WHAT IS NEEDED:
Where a line of the data holds the word "GROVE", copy that line.

* * * *

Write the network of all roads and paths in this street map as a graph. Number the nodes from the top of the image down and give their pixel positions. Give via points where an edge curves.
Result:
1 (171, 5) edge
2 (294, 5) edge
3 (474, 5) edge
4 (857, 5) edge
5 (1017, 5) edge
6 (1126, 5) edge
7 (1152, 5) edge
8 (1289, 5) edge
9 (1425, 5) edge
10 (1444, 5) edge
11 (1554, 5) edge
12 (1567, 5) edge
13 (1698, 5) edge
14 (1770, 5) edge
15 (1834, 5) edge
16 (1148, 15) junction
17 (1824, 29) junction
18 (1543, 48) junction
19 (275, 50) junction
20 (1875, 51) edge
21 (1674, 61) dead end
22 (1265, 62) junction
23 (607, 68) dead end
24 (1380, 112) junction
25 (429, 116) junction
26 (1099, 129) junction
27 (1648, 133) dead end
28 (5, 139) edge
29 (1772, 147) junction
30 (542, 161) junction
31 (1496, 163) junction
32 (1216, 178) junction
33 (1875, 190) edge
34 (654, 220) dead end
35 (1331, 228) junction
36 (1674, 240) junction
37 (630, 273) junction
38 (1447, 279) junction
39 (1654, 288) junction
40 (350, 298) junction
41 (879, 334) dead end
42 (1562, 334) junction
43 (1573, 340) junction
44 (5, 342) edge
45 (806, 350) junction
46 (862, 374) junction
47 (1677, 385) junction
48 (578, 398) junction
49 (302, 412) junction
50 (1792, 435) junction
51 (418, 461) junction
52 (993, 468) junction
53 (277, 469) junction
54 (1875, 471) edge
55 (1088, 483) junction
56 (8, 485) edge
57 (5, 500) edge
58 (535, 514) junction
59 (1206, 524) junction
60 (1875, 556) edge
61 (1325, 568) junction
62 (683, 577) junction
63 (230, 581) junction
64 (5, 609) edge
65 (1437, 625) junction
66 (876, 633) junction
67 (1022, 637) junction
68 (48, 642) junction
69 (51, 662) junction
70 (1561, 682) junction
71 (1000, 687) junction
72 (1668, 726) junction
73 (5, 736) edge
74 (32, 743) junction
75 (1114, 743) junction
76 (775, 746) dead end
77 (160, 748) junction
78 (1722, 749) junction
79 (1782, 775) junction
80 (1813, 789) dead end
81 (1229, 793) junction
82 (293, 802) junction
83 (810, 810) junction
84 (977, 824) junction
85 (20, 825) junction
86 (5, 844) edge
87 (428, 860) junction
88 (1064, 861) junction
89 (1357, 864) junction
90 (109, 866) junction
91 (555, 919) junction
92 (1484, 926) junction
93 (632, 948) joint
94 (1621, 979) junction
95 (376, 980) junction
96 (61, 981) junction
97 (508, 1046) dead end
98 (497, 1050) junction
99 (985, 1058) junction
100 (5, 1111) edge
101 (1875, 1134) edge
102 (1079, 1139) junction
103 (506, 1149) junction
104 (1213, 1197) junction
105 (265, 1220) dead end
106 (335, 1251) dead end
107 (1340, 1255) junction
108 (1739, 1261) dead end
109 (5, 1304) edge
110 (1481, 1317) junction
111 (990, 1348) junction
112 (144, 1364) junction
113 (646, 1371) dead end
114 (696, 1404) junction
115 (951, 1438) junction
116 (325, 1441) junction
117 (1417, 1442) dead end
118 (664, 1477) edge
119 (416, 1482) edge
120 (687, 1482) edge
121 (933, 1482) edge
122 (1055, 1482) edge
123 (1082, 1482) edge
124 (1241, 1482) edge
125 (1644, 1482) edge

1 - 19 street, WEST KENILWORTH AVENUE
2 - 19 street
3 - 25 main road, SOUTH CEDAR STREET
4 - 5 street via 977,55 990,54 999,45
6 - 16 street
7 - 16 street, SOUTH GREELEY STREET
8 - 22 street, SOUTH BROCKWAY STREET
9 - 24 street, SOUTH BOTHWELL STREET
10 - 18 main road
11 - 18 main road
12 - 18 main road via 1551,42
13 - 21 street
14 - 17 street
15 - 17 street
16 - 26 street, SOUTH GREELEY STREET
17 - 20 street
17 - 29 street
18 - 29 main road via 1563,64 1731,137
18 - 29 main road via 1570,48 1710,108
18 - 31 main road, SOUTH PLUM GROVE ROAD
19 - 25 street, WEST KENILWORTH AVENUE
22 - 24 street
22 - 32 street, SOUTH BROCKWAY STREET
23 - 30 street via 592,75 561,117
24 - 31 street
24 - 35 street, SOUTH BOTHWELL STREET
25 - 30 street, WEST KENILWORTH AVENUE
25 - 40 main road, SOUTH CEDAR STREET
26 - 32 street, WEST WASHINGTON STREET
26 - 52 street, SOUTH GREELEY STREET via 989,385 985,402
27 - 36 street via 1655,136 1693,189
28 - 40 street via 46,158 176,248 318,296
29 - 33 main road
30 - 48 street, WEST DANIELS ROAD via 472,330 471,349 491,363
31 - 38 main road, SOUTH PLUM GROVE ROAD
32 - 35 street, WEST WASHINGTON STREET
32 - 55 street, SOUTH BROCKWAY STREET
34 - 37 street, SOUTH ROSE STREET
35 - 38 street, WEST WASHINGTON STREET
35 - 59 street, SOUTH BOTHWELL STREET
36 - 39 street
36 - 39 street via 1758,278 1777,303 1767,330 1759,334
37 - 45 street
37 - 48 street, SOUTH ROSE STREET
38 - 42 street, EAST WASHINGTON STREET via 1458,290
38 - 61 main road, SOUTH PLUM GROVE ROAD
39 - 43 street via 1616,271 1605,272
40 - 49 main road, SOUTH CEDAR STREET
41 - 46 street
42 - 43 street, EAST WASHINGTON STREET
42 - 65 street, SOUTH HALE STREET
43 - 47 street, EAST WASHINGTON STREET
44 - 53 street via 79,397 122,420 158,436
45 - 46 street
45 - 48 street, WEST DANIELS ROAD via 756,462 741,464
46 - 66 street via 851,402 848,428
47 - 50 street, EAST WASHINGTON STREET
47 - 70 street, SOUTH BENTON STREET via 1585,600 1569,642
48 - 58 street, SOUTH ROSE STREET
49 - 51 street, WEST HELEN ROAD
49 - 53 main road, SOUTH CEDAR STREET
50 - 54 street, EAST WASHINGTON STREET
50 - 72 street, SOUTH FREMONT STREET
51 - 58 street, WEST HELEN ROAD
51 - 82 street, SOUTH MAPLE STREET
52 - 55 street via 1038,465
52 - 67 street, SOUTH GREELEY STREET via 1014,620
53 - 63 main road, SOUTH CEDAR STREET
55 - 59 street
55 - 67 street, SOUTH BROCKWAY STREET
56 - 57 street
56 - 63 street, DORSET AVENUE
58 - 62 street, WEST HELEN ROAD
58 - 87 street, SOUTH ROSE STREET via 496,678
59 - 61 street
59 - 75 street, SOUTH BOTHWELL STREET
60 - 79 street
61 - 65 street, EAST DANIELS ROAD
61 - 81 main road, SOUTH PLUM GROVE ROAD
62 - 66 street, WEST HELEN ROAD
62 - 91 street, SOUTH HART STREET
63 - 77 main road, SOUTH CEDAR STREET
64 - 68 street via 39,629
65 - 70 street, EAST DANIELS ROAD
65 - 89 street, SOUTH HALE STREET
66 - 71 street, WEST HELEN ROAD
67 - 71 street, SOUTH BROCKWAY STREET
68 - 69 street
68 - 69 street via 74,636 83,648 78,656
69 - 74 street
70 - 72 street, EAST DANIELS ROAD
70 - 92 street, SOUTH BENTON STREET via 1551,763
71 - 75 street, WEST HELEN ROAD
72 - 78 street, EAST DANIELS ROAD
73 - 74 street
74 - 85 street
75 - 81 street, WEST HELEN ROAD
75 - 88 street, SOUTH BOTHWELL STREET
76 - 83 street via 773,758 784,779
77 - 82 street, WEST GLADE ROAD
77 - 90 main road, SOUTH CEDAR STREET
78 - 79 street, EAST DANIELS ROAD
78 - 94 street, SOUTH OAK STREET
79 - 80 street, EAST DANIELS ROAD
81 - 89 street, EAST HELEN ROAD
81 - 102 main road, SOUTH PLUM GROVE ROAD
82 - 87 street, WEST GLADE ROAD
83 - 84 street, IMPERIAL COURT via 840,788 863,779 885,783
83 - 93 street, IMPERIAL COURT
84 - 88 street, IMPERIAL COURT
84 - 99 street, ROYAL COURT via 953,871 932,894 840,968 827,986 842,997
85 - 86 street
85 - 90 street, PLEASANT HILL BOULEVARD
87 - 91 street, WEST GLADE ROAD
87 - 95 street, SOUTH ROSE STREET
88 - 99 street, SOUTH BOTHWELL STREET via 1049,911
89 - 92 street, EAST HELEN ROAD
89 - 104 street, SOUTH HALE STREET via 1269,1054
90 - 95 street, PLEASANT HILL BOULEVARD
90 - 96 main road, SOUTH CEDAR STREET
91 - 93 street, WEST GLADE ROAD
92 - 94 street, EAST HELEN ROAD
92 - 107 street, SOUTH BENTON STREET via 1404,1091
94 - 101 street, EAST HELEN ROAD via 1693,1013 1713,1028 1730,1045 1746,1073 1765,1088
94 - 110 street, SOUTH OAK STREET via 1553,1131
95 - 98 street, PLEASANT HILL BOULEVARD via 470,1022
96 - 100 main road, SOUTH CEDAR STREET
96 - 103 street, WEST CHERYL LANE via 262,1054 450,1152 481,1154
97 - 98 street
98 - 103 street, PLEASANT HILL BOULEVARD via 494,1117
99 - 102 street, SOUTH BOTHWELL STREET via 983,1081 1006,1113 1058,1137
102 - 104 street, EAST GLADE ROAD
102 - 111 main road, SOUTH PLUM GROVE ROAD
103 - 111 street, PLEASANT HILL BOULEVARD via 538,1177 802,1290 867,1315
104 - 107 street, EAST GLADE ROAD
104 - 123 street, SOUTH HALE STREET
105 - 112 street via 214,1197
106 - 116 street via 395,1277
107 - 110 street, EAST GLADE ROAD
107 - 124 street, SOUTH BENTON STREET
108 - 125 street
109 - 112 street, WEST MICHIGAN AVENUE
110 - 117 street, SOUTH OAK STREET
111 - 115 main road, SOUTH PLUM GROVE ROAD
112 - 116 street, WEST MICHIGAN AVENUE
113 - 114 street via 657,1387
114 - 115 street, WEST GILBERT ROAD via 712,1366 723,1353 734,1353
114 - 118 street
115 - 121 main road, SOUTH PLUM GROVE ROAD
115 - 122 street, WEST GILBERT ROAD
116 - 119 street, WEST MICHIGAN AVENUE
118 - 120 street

* * * *

TASK SOLUTION:
18 - 31 main road, SOUTH PLUM GROVE ROAD
31 - 38 main road, SOUTH PLUM GROVE ROAD
38 - 61 main road, SOUTH PLUM GROVE ROAD
61 - 81 main road, SOUTH PLUM GROVE ROAD
81 - 102 main road, SOUTH PLUM GROVE ROAD
102 - 111 main road, SOUTH PLUM GROVE ROAD
111 - 115 main road, SOUTH PLUM GROVE ROAD
115 - 121 main road, SOUTH PLUM GROVE ROAD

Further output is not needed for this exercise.